▶ [Activity]: Produce a verbatim copy of the entries listed below.

(Saved entries)
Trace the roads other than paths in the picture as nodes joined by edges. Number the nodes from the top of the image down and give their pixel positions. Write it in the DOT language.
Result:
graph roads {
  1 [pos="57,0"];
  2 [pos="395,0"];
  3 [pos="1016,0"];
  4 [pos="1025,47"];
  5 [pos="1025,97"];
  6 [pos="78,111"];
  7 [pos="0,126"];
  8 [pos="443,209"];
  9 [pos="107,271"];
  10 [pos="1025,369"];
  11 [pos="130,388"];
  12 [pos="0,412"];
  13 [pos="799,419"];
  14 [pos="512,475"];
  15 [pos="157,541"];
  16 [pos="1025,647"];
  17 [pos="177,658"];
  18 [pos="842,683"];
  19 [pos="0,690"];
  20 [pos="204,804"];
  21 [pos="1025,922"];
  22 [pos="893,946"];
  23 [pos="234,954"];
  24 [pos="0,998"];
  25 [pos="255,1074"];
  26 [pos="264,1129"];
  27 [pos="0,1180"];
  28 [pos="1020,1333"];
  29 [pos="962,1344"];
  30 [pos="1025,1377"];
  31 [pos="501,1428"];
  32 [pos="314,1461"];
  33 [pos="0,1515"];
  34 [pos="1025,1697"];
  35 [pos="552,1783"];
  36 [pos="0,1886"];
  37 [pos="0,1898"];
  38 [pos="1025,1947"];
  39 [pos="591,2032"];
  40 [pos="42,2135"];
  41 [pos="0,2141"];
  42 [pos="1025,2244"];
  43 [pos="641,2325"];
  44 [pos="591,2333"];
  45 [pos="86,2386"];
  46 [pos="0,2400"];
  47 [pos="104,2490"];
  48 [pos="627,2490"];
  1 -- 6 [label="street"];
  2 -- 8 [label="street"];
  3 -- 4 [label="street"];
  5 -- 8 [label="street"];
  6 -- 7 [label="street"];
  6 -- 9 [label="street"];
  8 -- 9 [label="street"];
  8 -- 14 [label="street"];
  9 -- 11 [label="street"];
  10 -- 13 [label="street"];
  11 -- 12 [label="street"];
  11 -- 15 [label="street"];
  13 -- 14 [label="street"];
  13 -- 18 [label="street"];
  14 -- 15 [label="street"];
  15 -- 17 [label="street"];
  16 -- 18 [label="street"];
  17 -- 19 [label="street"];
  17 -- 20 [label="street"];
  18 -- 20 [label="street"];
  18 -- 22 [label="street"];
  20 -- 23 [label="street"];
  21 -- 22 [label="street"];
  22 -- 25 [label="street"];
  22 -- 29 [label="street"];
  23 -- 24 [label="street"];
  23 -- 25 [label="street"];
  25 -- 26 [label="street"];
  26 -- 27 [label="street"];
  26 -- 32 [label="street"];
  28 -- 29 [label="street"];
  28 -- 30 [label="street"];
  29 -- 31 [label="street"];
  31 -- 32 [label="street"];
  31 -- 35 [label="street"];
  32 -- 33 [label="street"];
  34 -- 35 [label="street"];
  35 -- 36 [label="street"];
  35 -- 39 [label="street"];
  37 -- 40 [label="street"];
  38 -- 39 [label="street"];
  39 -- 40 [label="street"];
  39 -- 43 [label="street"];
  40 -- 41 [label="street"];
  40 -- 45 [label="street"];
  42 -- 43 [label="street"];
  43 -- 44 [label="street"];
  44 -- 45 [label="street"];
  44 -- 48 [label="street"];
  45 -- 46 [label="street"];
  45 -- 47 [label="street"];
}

▶ [Problem solution]:
Trace the roads other than paths in the picture as nodes joined by edges. Number the nodes from the top of the image down and give their pixel positions. Write it in the DOT language.
Result:
graph roads {
  1 [pos="57,0"];
  2 [pos="395,0"];
  3 [pos="1016,0"];
  4 [pos="1025,47"];
  5 [pos="1025,97"];
  6 [pos="78,111"];
  7 [pos="0,126"];
  8 [pos="443,209"];
  9 [pos="107,271"];
  10 [pos="1025,369"];
  11 [pos="130,388"];
  12 [pos="0,412"];
  13 [pos="799,419"];
  14 [pos="512,475"];
  15 [pos="157,541"];
  16 [pos="1025,647"];
  17 [pos="177,658"];
  18 [pos="842,683"];
  19 [pos="0,690"];
  20 [pos="204,804"];
  21 [pos="1025,922"];
  22 [pos="893,946"];
  23 [pos="234,954"];
  24 [pos="0,998"];
  25 [pos="255,1074"];
  26 [pos="264,1129"];
  27 [pos="0,1180"];
  28 [pos="1020,1333"];
  29 [pos="962,1344"];
  30 [pos="1025,1377"];
  31 [pos="501,1428"];
  32 [pos="314,1461"];
  33 [pos="0,1515"];
  34 [pos="1025,1697"];
  35 [pos="552,1783"];
  36 [pos="0,1886"];
  37 [pos="0,1898"];
  38 [pos="1025,1947"];
  39 [pos="591,2032"];
  40 [pos="42,2135"];
  41 [pos="0,2141"];
  42 [pos="1025,2244"];
  43 [pos="641,2325"];
  44 [pos="591,2333"];
  45 [pos="86,2386"];
  46 [pos="0,2400"];
  47 [pos="104,2490"];
  48 [pos="627,2490"];
  1 -- 6 [label="street"];
  2 -- 8 [label="street"];
  3 -- 4 [label="street"];
  5 -- 8 [label="street"];
  6 -- 7 [label="street"];
  6 -- 9 [label="street"];
  8 -- 9 [label="street"];
  8 -- 14 [label="street"];
  9 -- 11 [label="street"];
  10 -- 13 [label="street"];
  11 -- 12 [label="street"];
  11 -- 15 [label="street"];
  13 -- 14 [label="street"];
  13 -- 18 [label="street"];
  14 -- 15 [label="street"];
  15 -- 17 [label="street"];
  16 -- 18 [label="street"];
  17 -- 19 [label="street"];
  17 -- 20 [label="street"];
  18 -- 20 [label="street"];
  18 -- 22 [label="street"];
  20 -- 23 [label="street"];
  21 -- 22 [label="street"];
  22 -- 25 [label="street"];
  22 -- 29 [label="street"];
  23 -- 24 [label="street"];
  23 -- 25 [label="street"];
  25 -- 26 [label="street"];
  26 -- 27 [label="street"];
  26 -- 32 [label="street"];
  28 -- 29 [label="street"];
  28 -- 30 [label="street"];
  29 -- 31 [label="street"];
  31 -- 32 [label="street"];
  31 -- 35 [label="street"];
  32 -- 33 [label="street"];
  34 -- 35 [label="street"];
  35 -- 36 [label="street"];
  35 -- 39 [label="street"];
  37 -- 40 [label="street"];
  38 -- 39 [label="street"];
  39 -- 40 [label="street"];
  39 -- 43 [label="street"];
  40 -- 41 [label="street"];
  40 -- 45 [label="street"];
  42 -- 43 [label="street"];
  43 -- 44 [label="street"];
  44 -- 45 [label="street"];
  44 -- 48 [label="street"];
  45 -- 46 [label="street"];
  45 -- 47 [label="street"];
}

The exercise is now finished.